What is being asked -
Take every line from the data that has the word "JSON" in it.

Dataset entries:

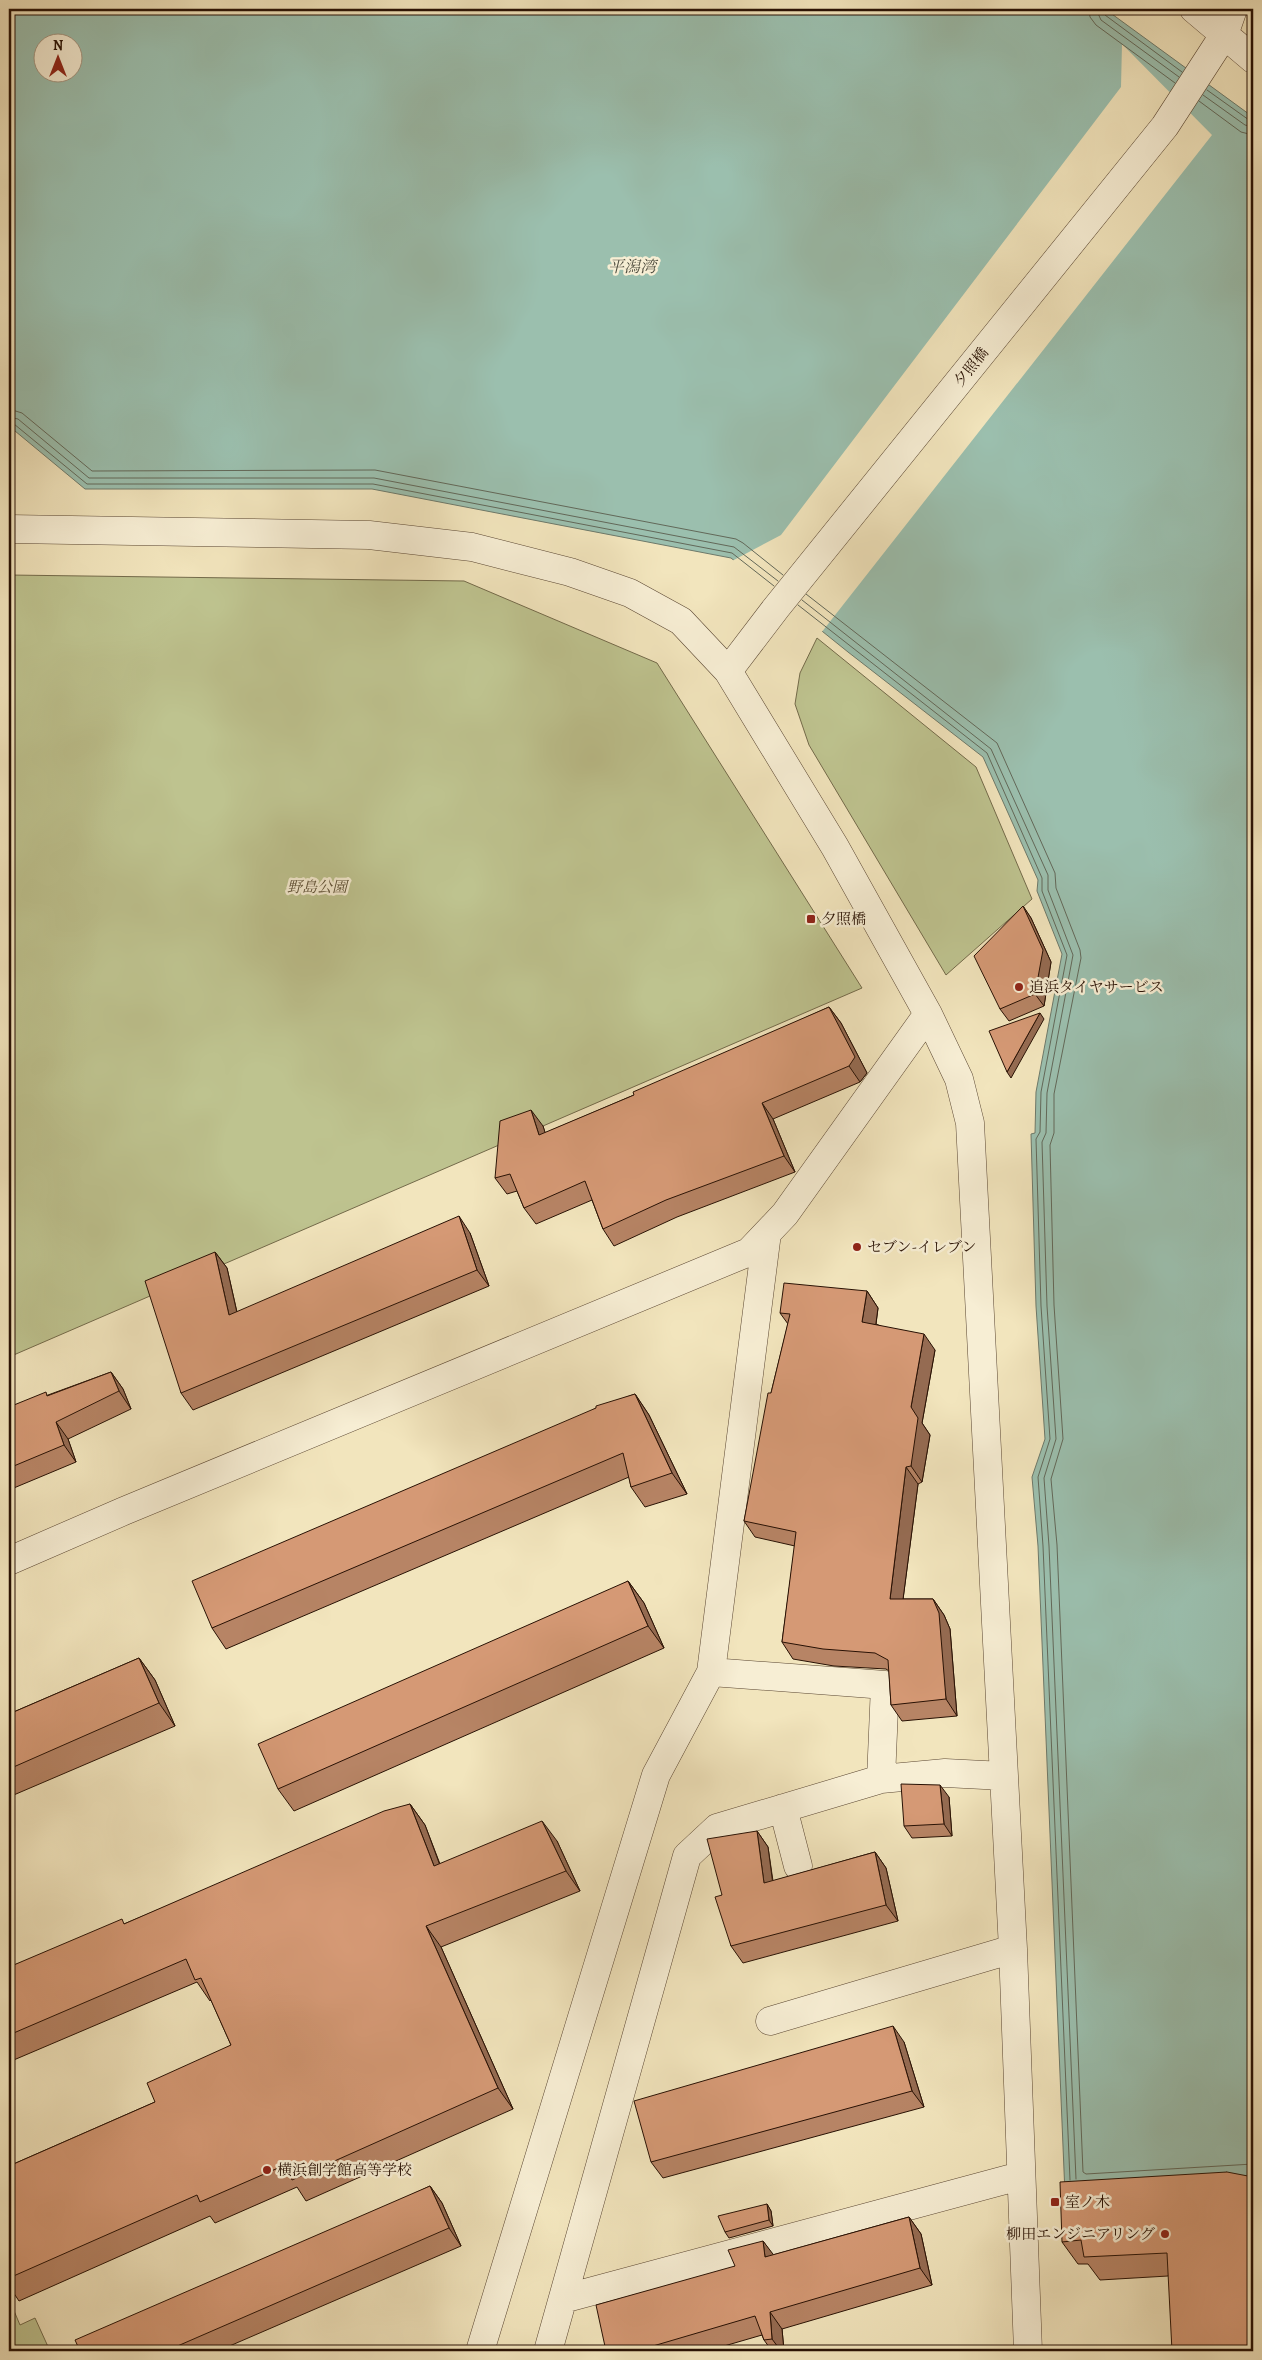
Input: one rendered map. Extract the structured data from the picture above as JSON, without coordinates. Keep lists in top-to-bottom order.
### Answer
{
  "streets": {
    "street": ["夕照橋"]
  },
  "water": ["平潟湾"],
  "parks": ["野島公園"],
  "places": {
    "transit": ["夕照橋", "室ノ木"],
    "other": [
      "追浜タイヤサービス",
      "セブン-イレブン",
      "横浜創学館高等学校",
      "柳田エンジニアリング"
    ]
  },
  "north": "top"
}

* * *

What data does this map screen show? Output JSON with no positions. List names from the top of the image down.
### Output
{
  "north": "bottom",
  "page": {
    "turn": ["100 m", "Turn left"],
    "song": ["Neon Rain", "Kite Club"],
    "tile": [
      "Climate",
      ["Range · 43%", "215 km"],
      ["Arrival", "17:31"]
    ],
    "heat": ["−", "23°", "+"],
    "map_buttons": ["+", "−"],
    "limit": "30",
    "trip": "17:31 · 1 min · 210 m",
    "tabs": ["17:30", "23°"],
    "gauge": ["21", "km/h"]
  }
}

Written response -
Input: one rendered map. Extract the structured data from the picture above as JSON, without coordinates. Keep lists in top-to-bottom order.
What data does this map screen show? Output JSON with no positions. List names from the top of the image down.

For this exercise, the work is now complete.